- _Instructions for the task_
Check each line of the listing for the word "Victoria" and give only the number of lines that have it.

- _Dataset content_
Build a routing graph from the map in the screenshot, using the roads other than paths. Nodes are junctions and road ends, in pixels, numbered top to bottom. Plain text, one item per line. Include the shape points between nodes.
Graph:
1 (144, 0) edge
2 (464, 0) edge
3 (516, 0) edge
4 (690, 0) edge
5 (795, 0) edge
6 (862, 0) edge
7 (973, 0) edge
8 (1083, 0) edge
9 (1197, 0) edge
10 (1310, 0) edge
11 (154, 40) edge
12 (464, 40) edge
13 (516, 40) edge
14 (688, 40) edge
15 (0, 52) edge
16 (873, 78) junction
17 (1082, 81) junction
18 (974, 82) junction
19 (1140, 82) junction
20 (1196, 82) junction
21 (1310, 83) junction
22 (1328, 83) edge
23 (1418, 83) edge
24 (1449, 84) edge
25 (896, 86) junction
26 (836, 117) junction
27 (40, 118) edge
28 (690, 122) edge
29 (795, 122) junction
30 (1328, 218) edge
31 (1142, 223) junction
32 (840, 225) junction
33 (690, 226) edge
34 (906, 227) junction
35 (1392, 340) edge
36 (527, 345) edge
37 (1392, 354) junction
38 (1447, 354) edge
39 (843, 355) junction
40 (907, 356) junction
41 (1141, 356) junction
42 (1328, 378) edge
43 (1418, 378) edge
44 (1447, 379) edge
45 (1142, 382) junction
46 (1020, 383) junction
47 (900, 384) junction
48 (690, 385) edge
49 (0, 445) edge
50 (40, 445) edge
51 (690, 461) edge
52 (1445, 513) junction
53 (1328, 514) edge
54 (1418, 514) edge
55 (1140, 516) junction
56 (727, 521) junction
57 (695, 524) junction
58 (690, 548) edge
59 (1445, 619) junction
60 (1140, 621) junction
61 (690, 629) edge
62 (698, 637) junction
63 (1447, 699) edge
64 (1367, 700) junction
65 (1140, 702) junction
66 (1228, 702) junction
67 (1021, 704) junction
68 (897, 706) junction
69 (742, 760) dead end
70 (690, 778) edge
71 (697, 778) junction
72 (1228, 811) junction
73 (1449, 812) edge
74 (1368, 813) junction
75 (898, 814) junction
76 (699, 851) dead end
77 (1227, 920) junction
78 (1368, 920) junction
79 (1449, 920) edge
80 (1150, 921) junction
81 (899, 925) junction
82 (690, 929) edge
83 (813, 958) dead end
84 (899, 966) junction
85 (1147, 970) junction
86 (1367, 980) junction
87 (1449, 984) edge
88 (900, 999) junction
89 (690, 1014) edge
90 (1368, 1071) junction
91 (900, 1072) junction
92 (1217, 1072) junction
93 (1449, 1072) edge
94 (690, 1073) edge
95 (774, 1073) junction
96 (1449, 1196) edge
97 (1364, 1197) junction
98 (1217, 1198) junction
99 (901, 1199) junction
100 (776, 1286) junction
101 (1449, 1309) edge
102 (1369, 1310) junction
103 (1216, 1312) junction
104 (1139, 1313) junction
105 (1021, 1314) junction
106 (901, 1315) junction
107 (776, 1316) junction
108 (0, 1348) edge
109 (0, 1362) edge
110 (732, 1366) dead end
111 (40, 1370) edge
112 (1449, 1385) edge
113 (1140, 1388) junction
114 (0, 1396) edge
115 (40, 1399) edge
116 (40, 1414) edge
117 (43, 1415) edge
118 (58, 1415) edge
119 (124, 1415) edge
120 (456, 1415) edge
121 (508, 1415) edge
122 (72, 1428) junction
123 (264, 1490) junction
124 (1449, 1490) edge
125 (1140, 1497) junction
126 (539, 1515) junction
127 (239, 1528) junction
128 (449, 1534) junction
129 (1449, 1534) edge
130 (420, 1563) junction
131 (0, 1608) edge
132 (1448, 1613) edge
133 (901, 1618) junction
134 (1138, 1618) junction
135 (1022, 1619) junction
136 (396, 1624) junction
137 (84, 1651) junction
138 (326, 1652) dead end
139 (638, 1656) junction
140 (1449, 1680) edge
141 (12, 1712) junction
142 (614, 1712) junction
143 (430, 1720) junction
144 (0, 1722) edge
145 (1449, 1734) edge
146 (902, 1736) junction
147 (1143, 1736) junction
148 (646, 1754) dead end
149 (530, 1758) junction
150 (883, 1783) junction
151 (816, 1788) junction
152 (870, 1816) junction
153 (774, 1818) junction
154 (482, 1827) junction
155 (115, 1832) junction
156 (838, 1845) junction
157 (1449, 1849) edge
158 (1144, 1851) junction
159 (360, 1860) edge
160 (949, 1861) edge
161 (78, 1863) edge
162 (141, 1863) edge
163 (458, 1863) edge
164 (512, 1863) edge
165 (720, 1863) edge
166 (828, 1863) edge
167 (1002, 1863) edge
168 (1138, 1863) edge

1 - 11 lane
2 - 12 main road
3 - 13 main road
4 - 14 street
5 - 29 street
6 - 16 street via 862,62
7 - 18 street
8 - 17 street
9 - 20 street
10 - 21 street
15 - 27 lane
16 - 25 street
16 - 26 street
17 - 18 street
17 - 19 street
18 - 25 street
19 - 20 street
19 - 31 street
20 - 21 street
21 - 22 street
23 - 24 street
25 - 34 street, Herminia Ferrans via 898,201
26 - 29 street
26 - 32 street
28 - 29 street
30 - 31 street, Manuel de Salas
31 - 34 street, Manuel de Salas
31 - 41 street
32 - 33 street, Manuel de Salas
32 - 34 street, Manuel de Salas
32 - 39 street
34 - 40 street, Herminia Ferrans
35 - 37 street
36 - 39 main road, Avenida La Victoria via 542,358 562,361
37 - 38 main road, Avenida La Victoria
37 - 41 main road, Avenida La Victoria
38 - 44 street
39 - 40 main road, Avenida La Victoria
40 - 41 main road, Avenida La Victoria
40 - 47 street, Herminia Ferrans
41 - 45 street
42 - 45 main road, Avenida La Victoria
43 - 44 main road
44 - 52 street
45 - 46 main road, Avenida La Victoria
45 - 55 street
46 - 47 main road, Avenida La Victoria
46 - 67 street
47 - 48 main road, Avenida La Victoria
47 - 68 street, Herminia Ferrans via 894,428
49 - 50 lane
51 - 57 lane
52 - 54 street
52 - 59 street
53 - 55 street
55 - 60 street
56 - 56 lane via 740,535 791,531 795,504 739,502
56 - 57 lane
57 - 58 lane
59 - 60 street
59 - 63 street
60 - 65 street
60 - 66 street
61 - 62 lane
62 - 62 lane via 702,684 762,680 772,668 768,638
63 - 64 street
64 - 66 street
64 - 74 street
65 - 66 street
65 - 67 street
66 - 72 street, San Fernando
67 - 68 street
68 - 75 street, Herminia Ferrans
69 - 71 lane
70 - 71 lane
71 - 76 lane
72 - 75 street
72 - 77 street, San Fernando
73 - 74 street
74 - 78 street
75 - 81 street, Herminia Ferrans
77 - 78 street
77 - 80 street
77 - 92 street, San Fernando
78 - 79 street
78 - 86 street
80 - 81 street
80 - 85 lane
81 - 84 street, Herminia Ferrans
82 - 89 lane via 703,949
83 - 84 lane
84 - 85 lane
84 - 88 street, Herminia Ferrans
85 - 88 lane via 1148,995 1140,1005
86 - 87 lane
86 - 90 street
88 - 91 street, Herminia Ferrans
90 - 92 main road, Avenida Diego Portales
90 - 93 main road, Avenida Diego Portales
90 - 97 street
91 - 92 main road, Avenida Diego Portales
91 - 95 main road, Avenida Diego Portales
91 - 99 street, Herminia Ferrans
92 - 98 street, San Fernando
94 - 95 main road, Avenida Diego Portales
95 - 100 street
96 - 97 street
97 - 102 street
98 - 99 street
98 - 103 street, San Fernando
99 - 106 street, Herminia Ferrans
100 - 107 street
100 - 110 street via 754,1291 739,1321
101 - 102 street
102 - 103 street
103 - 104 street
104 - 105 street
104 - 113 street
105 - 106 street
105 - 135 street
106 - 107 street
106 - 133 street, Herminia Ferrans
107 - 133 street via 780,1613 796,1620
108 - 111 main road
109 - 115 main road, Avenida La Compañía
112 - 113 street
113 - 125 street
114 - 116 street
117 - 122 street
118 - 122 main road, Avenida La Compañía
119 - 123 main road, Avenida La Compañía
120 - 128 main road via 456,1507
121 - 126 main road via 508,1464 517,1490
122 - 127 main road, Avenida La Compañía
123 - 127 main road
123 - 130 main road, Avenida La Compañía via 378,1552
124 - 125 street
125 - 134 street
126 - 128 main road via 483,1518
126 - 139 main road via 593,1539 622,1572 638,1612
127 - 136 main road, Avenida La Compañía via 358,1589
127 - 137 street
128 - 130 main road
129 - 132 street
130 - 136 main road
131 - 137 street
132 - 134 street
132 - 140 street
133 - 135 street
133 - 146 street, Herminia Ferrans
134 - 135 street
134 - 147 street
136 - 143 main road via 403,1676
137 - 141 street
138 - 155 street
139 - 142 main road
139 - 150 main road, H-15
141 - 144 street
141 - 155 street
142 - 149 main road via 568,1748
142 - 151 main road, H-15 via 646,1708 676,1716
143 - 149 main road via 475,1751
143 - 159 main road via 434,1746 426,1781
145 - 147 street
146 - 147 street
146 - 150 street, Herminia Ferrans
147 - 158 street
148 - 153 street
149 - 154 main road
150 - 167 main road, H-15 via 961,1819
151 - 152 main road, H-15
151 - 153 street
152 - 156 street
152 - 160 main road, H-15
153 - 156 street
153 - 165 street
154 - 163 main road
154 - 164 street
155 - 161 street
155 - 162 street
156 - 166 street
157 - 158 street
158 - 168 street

- _Your response_
9